XIPs/xip-17-remote-attachment-content-type-proposal.md

+
+## Security considerations
+
+Having arbitrary data anywhere can be risky, but this is already the case for our messages, since there's no server side validation of message contents (besides size). The same protections we have now would be in place while the same pitfalls we have would still be there as well.


The same protections we have now would be in place

I'm not sure this is true, as content servers are not held to the same requirements as a Node is.

What is stopping a server from serving different messages to different participants? Currently XMTP uses immutable shared history which makes this attack vector difficult. In this case the pointerMessage should also contain a digest of the content stored on the server to lock the message at the time of sending.

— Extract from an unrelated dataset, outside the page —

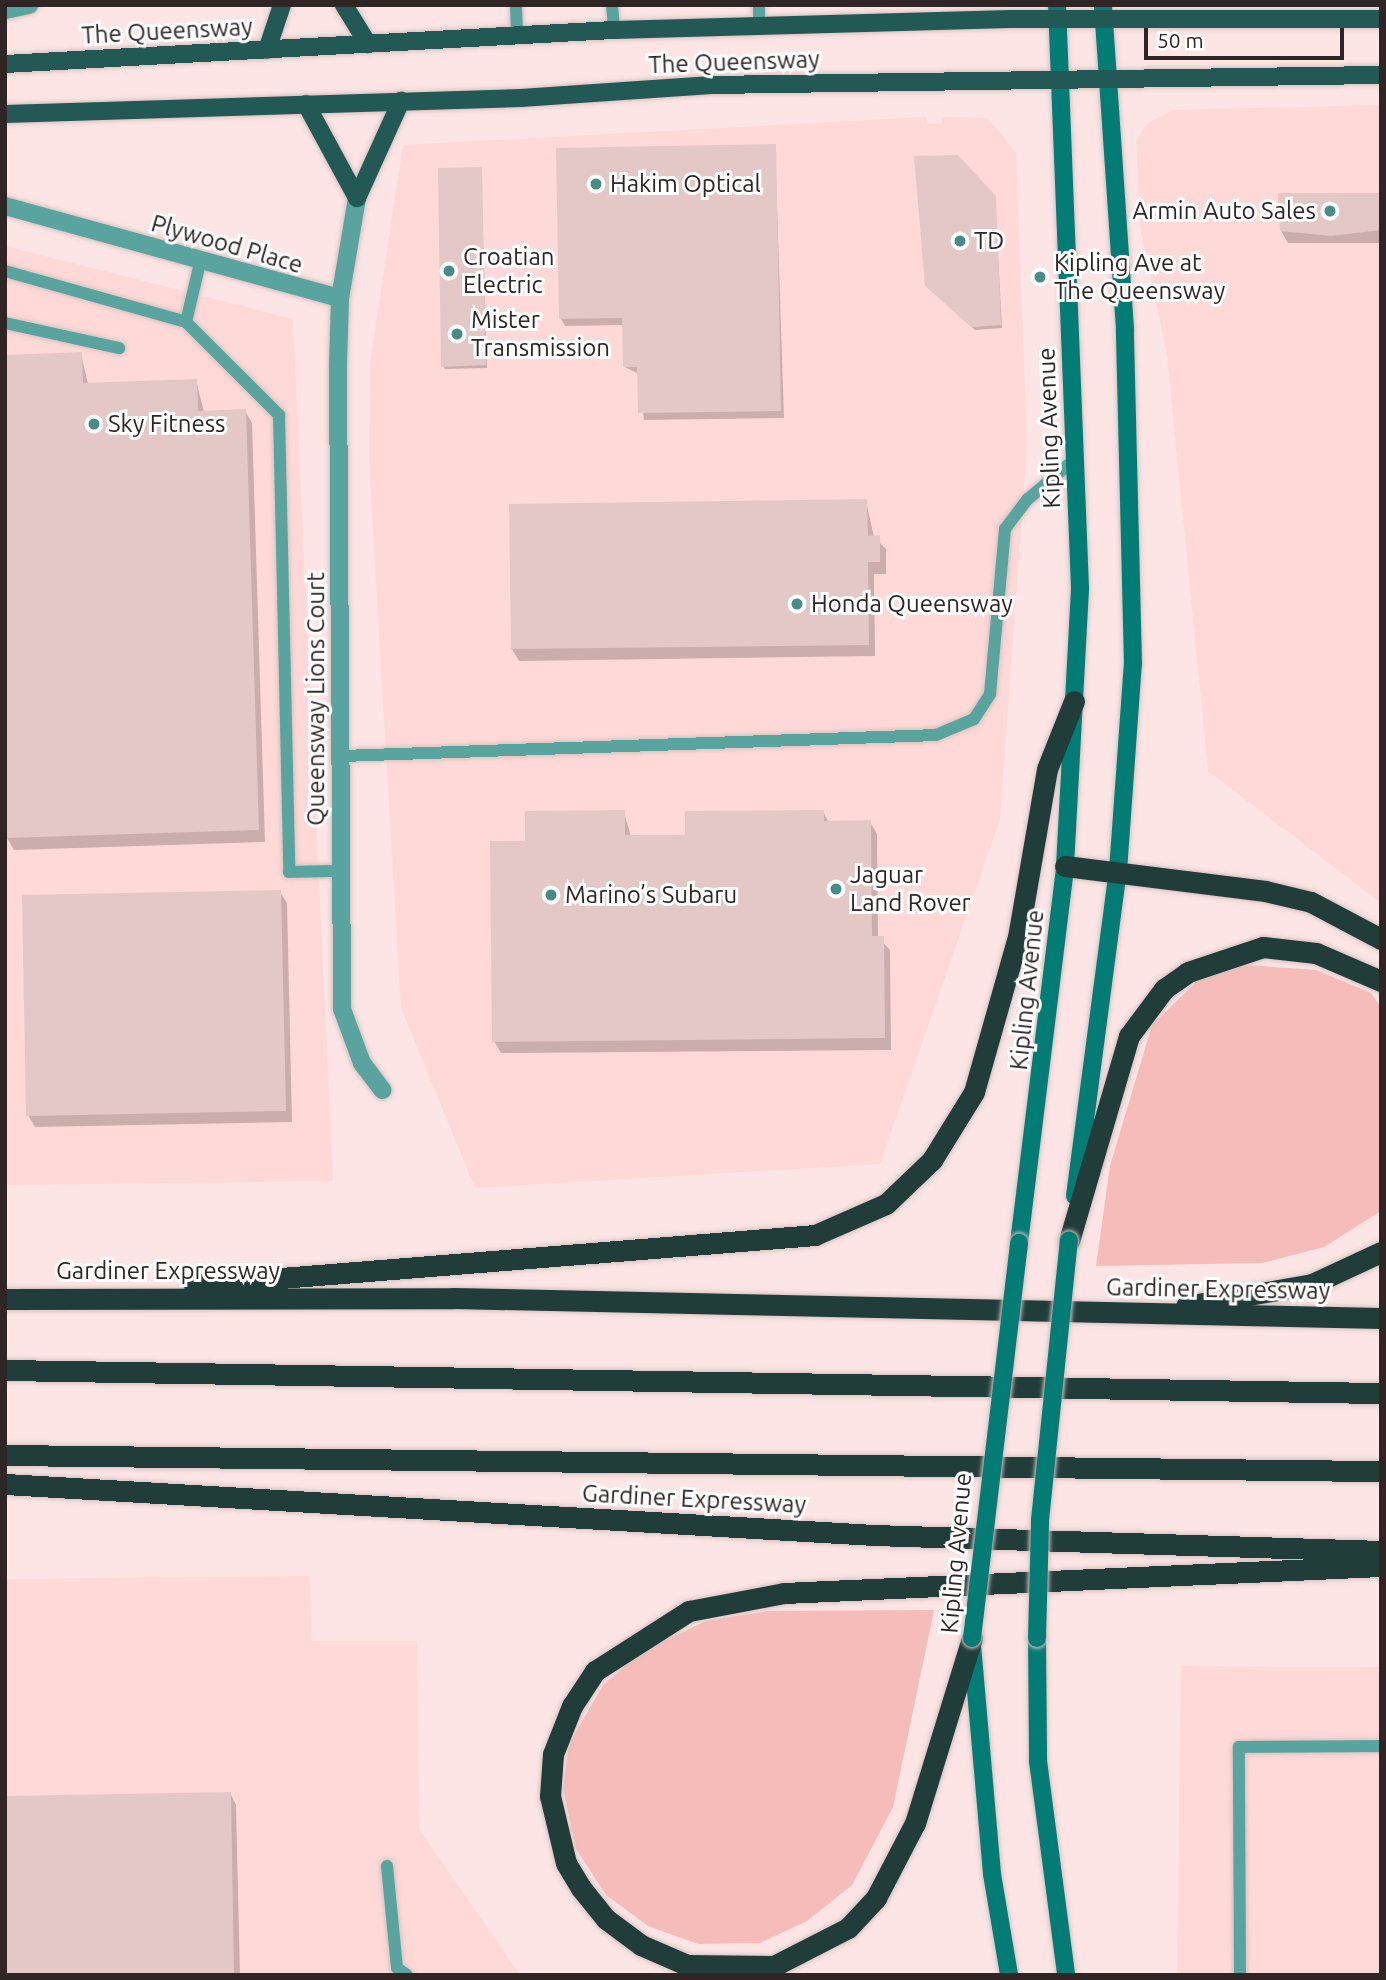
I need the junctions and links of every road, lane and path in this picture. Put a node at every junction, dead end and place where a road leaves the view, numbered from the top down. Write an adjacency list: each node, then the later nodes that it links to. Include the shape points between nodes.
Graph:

jazzz · 2023-02-21T16:48:12Z

XIPs/xip-17-remote-attachment-content-type-proposal.md

+
+Having arbitrary data anywhere can be risky, but this is already the case for our messages, since there's no server side validation of message contents (besides size). The same protections we have now would be in place while the same pitfalls we have would still be there as well.
+
+## Copyright


Is there any guidance on how to preserve user privacy? Whats stopping a malicious sender from using a FB "pixel" like approach to tracking user actions?

Are the attachments auto-loaded? are users required to "Click to Load" messages from untrusted servers?

I think we should strongly encourage developers using this content type to implement click to load.

Easy to imagine someone sending 100 messages with 1gb remote attachments as an attack.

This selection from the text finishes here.